Responsibility, of my blood

Is to return to the remembering

These words are new to my ancestors, when written on paper

They were actions

Communicated via the movements of body

Mouths calling out to the language of the gods

Spoken to the earth

Via feet

Crafted instruments, made from the trees

Listened tentative to our songs

Heard stories as lesson

Heard the personal in all teachings

Kuleana, kuleana,

What does this mean?

To be responsible for a land that is not your home

To be in reciprocity with a land that does not know your body

To long for something across vast seas

And sit in this place that birthed you,

Kuleana, kuleana,

May i return to the practices

Know that i am held even from across the seas

Pray for healing to this land and her peoples,

Recognise their languages when the wattle has come into full spring,

And the birds outside my window crave shade i try to create for them,

In a vast and intoxicating heat.

Maile Bowen is a writer, editor and mindful movement facilitator based in Walyalup.
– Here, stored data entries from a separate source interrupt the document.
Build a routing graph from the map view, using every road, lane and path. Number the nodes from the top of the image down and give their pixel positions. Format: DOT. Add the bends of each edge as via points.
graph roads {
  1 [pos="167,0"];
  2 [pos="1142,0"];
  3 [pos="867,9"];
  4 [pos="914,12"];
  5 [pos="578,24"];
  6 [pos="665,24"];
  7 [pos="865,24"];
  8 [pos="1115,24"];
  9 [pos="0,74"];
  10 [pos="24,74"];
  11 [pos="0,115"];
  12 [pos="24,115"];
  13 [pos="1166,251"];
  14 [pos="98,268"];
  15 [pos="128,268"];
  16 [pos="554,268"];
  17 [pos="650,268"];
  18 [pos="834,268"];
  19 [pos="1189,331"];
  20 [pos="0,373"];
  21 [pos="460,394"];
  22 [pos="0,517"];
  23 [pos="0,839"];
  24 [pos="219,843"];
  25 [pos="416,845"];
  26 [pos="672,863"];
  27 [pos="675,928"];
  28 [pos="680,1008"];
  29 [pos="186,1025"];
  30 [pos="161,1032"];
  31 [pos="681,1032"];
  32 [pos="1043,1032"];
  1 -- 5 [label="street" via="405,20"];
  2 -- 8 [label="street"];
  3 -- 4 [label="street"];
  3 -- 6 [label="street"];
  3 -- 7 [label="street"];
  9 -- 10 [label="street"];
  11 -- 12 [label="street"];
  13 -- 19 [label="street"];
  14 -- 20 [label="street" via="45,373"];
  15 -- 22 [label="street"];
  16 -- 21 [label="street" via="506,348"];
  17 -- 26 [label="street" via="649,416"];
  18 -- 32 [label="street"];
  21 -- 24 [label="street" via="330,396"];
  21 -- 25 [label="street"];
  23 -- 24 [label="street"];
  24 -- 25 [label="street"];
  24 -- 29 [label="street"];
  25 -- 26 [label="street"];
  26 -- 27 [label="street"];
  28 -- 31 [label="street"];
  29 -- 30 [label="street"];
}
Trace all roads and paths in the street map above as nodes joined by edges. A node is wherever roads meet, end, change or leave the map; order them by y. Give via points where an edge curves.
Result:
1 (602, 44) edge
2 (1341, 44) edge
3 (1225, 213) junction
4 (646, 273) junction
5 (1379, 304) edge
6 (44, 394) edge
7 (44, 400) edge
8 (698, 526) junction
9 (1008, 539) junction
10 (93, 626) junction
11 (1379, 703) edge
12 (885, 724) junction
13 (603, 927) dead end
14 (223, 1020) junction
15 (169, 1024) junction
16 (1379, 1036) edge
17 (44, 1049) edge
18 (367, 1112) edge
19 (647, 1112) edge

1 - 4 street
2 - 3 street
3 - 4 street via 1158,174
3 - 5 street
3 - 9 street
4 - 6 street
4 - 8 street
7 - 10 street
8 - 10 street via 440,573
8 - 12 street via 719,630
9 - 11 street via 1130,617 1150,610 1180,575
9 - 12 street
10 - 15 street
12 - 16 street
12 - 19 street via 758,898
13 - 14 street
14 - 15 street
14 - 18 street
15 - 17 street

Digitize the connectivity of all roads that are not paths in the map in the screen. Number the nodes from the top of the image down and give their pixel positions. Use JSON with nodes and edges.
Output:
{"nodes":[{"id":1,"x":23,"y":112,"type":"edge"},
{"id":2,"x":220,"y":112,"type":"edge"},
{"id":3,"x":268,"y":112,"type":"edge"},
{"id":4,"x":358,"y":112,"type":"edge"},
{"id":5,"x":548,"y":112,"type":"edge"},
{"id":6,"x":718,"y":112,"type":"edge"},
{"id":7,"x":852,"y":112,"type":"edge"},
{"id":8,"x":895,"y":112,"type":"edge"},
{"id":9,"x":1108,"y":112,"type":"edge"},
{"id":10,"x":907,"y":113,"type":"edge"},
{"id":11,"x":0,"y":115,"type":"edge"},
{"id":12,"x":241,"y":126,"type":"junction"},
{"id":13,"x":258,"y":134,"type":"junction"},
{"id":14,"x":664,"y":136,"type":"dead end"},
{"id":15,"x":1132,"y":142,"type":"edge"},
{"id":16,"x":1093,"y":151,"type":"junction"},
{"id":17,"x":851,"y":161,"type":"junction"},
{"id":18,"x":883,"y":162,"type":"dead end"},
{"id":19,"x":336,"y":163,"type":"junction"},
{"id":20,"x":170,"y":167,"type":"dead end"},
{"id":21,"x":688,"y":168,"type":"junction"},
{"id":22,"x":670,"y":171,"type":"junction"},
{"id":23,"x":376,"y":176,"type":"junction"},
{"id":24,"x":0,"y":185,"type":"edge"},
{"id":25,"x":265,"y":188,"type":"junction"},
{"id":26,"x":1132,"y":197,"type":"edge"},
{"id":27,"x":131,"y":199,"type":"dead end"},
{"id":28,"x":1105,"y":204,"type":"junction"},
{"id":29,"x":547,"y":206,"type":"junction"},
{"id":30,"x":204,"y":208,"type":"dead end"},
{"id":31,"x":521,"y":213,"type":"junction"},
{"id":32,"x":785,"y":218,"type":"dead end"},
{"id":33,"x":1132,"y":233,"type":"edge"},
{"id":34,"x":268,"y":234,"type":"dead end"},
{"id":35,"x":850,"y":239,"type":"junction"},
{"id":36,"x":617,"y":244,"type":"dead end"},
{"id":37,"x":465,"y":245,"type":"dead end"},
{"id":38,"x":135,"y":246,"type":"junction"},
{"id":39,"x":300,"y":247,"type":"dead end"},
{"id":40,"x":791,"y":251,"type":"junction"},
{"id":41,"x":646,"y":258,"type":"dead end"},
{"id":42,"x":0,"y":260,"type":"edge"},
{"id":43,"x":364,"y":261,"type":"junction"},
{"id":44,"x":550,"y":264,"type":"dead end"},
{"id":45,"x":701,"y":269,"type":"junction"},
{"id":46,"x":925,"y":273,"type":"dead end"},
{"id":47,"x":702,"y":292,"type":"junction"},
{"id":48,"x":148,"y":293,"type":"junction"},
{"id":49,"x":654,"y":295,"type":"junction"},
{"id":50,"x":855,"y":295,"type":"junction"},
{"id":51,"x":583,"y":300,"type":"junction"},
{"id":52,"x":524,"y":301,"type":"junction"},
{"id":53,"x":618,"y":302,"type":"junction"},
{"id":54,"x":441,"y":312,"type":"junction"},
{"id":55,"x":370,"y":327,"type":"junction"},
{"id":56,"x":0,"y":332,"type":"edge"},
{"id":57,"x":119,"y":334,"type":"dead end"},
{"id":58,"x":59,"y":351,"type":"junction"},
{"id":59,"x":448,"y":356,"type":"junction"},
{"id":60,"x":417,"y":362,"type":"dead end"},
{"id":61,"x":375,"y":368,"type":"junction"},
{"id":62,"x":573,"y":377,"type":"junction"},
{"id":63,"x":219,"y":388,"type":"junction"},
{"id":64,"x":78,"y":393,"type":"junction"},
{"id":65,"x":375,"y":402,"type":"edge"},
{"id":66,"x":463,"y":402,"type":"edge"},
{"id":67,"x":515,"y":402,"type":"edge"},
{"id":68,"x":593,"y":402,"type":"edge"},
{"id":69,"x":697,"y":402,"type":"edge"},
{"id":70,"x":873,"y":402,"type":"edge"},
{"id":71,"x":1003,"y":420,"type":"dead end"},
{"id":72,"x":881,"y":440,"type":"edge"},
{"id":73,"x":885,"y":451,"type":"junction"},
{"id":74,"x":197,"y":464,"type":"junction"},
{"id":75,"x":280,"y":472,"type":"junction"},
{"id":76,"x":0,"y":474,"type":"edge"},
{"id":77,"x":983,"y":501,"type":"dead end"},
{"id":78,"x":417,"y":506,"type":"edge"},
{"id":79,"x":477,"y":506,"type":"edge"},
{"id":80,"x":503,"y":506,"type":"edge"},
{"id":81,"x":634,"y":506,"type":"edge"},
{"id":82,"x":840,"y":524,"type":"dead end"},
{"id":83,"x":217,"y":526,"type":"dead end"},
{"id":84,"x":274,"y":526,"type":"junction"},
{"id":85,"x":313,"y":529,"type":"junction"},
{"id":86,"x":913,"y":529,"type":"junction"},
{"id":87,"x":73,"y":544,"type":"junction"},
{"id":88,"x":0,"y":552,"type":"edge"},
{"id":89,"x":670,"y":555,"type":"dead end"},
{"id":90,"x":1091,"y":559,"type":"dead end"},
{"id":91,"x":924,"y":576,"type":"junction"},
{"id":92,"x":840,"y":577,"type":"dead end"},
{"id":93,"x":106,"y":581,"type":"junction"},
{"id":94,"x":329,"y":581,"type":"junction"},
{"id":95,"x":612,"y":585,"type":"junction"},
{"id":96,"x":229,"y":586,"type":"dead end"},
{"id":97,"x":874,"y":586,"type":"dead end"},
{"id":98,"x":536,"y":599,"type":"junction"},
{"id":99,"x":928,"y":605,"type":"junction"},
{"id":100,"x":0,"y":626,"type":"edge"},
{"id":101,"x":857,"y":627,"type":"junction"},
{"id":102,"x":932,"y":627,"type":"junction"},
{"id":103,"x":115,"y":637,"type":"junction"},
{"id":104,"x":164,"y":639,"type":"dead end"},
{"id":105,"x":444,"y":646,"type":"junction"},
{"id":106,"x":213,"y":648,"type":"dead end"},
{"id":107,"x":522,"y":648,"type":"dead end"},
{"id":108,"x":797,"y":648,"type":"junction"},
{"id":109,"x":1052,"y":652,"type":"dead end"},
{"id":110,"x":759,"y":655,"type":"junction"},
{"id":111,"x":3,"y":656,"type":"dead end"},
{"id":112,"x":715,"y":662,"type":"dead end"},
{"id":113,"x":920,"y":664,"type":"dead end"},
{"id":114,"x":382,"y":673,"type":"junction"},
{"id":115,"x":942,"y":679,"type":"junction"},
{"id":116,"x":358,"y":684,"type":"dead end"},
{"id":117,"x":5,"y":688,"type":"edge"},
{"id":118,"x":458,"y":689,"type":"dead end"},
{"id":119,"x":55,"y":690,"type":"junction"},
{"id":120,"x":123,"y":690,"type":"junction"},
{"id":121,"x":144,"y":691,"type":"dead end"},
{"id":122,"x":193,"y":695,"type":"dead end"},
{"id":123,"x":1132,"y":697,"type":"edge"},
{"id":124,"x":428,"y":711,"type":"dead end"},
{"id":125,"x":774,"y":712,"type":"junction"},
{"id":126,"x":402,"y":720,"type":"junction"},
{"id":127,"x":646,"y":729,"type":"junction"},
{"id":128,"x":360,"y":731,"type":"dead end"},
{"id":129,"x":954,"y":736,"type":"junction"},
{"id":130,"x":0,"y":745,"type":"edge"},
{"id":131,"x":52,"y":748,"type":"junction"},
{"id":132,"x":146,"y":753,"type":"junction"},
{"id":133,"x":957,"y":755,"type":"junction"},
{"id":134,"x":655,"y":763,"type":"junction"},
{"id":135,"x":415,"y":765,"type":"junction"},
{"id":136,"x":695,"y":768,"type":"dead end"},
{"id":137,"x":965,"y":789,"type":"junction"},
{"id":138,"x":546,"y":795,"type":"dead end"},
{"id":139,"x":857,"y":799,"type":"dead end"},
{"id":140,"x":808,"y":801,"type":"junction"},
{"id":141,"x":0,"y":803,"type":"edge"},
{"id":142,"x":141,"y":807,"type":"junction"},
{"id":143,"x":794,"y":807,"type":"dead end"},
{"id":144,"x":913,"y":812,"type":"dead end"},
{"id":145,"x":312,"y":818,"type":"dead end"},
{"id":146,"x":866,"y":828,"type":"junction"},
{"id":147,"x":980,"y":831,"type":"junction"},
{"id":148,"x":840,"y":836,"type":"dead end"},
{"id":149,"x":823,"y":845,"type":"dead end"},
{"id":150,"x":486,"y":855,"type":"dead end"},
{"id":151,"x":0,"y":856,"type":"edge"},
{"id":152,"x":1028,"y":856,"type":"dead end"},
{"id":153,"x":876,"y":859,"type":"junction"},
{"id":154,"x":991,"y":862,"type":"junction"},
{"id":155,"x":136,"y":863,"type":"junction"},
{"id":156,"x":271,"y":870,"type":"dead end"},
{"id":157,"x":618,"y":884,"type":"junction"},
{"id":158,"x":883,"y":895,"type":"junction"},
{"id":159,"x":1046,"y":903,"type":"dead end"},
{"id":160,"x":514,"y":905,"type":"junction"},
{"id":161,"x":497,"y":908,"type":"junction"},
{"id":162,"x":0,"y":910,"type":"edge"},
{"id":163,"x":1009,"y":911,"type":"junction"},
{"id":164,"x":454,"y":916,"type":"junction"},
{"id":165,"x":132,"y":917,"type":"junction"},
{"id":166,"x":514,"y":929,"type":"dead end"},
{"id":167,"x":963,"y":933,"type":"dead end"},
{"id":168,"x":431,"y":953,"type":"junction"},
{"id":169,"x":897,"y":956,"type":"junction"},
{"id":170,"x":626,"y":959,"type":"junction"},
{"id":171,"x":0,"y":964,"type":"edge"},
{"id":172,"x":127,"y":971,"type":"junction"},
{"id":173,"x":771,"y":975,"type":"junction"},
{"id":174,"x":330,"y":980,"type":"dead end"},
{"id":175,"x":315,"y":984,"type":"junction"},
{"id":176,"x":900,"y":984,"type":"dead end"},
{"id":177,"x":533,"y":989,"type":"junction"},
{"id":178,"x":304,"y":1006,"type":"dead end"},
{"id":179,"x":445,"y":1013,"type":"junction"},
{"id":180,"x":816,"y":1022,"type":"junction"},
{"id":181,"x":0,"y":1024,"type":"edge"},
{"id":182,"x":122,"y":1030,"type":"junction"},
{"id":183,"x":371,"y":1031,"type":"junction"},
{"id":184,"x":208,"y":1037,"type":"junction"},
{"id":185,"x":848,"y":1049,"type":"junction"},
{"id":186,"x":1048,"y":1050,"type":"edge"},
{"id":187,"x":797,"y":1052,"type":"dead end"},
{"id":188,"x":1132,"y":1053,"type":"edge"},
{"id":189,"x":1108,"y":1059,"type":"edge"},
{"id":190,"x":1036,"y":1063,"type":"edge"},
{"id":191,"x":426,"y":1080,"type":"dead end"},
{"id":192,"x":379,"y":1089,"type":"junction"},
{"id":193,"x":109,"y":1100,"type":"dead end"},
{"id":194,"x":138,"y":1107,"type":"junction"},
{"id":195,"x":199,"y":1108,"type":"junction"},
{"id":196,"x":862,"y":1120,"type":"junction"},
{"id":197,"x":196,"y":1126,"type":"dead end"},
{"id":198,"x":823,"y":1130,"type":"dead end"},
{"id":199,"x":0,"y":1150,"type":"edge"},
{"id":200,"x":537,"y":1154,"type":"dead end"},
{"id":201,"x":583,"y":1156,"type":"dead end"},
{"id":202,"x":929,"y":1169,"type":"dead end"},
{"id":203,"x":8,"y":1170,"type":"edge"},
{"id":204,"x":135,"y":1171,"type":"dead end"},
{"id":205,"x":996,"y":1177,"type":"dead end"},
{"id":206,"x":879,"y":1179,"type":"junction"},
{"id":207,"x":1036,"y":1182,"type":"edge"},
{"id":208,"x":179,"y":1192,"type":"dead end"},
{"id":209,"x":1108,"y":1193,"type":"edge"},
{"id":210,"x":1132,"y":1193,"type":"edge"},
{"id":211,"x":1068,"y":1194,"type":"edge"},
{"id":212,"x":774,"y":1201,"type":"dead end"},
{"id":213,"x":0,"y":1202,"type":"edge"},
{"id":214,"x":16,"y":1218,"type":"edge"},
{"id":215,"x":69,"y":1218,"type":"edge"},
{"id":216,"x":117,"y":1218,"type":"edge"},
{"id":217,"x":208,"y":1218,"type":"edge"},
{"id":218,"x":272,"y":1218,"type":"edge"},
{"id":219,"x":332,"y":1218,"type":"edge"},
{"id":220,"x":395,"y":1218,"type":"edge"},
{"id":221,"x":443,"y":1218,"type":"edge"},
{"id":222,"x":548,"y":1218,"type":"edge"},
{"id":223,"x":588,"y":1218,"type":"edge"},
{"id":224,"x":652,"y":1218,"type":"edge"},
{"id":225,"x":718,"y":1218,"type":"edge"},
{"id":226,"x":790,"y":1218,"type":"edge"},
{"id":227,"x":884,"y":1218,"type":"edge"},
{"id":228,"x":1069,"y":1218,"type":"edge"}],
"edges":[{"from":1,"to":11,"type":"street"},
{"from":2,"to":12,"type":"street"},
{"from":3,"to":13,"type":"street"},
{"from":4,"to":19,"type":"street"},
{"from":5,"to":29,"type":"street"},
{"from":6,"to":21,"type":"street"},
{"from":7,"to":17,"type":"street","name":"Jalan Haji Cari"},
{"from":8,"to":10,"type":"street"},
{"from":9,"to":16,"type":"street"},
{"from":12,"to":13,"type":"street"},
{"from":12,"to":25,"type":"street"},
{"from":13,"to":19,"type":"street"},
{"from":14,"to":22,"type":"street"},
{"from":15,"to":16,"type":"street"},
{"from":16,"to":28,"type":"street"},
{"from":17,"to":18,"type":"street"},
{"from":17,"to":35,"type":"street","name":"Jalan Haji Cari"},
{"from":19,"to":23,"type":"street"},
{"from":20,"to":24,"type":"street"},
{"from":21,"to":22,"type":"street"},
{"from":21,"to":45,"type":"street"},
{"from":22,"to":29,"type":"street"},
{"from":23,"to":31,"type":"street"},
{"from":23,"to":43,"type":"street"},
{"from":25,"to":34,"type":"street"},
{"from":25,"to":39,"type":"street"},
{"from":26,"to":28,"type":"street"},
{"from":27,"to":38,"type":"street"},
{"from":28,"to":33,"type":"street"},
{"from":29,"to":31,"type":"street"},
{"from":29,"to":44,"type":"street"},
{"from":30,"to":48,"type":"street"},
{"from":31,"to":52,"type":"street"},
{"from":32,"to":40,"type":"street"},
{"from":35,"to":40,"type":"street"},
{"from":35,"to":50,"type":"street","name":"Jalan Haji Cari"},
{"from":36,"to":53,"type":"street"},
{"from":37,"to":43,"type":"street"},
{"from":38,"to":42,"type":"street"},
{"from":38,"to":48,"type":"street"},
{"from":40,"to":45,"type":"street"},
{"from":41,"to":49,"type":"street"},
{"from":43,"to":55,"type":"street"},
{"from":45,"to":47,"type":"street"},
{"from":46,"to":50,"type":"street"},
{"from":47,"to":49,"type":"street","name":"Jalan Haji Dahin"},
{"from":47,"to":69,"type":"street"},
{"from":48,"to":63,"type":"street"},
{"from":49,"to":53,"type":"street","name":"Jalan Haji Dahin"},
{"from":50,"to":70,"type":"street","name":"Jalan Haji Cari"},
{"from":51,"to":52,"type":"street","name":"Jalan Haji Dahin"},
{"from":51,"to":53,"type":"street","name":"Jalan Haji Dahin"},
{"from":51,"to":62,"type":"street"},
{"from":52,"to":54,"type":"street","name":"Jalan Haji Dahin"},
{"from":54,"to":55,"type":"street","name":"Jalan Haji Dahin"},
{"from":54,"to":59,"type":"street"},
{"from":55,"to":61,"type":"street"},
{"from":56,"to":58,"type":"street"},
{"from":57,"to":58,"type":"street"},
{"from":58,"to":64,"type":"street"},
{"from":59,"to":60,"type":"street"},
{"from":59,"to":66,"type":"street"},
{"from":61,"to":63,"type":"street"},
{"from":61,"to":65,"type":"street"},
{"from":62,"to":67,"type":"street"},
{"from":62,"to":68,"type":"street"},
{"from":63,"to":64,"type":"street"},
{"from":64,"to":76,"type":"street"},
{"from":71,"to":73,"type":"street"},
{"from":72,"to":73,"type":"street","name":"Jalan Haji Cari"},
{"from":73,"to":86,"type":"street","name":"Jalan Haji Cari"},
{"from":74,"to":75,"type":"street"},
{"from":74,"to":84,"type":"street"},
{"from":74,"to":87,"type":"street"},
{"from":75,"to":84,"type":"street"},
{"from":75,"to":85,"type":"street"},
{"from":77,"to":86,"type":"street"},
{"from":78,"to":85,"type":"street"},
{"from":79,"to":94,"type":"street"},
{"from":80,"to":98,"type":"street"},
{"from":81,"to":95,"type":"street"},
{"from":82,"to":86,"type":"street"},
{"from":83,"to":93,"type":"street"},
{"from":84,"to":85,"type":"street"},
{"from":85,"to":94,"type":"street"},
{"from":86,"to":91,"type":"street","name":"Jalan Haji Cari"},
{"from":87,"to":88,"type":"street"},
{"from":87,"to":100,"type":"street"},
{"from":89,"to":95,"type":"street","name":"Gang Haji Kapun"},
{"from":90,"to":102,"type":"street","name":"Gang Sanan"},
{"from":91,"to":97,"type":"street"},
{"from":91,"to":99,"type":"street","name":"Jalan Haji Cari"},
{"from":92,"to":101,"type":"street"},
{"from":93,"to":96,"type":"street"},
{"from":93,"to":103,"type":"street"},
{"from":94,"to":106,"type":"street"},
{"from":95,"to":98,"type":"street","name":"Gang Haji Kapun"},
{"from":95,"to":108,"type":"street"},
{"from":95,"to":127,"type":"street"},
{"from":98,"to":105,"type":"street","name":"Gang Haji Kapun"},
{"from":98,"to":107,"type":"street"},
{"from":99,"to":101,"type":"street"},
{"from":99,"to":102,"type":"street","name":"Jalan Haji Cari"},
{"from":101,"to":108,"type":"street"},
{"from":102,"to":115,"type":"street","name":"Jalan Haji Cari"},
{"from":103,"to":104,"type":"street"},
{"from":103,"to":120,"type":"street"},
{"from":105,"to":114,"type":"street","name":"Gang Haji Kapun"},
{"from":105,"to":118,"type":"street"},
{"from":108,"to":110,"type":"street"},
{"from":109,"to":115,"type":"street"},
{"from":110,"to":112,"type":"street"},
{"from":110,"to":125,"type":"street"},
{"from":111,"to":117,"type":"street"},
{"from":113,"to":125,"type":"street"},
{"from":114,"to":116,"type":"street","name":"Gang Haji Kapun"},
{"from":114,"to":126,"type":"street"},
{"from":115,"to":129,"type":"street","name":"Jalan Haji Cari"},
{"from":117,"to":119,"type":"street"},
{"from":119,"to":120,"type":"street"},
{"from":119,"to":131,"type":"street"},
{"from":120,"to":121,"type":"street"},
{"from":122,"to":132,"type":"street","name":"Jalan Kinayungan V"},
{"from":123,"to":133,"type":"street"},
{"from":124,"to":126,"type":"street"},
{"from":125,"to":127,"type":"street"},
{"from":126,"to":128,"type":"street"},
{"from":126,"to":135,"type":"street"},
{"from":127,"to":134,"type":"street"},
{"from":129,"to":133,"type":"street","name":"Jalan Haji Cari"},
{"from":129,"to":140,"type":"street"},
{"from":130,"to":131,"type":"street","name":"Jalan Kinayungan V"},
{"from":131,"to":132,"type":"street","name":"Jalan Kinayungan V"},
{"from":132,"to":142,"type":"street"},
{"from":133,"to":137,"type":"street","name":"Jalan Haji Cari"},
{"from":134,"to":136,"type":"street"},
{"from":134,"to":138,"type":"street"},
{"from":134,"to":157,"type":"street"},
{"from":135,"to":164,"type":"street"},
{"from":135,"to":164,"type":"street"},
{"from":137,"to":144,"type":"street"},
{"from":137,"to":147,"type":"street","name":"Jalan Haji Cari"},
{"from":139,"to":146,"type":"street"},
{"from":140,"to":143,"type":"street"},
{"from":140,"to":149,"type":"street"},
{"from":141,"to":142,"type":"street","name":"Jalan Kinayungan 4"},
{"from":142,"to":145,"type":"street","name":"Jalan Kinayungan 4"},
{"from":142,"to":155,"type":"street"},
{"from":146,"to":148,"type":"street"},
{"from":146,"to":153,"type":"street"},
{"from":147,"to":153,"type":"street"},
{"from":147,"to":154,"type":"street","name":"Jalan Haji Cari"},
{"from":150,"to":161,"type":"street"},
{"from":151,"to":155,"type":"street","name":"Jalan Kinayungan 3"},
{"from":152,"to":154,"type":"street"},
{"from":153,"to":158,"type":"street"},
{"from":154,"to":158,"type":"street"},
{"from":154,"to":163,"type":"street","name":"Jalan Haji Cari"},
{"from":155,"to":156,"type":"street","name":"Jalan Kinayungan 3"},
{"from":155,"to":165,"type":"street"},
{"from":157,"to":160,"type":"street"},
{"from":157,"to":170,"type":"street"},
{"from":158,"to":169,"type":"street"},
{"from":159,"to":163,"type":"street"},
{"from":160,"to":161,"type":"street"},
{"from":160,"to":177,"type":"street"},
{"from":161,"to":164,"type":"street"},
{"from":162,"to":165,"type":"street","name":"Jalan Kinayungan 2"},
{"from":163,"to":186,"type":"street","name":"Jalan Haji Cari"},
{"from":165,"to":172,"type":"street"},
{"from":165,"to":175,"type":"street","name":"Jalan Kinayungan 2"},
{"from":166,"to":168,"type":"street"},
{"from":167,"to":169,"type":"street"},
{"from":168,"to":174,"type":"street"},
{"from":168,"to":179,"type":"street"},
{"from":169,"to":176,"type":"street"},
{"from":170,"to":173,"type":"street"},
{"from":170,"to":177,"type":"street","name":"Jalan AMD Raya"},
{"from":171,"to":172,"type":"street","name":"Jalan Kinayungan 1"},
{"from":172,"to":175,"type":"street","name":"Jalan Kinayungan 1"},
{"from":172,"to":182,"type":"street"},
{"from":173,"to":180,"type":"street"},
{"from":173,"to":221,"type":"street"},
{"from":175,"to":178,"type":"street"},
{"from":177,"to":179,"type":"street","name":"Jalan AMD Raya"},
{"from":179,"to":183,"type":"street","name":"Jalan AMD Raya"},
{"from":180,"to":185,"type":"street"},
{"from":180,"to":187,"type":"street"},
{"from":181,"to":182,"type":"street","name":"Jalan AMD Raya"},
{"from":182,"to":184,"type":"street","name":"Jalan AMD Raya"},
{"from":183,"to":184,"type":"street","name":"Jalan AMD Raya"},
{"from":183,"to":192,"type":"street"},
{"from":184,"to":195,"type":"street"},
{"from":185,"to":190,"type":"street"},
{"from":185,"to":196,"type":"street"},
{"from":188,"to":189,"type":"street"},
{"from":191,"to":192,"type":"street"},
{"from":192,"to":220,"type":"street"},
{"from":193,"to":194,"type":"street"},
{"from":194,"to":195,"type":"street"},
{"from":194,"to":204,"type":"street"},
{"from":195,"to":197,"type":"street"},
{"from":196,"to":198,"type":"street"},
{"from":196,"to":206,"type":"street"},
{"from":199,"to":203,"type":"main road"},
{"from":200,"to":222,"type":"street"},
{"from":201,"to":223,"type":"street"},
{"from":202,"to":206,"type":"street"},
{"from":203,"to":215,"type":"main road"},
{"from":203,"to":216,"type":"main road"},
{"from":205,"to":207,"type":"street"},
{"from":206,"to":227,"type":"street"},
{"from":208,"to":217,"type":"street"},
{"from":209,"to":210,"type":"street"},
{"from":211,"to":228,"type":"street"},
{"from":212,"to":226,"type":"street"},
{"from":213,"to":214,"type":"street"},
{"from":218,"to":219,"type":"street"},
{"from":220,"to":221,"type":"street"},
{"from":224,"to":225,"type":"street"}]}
She emerged into the literary world at the tender age of 17 when she launched her feminist publication Accidental Discharge in collaboration with Gemma Mahoney which they ran for 5 years. Maile is a proud kanaka maoli (native hawaiian) woman and her work is strongly influenced by her relationship to place and to culture. She recently completed a bachelor in Community Development and Indigenious Studies and is interested in the intersection between her work in mindfulness, writing and Hawaiian teachings with community resilience. She runs workshops centred on rest as a resilient act combining rest based practices with journaling and somatic movement.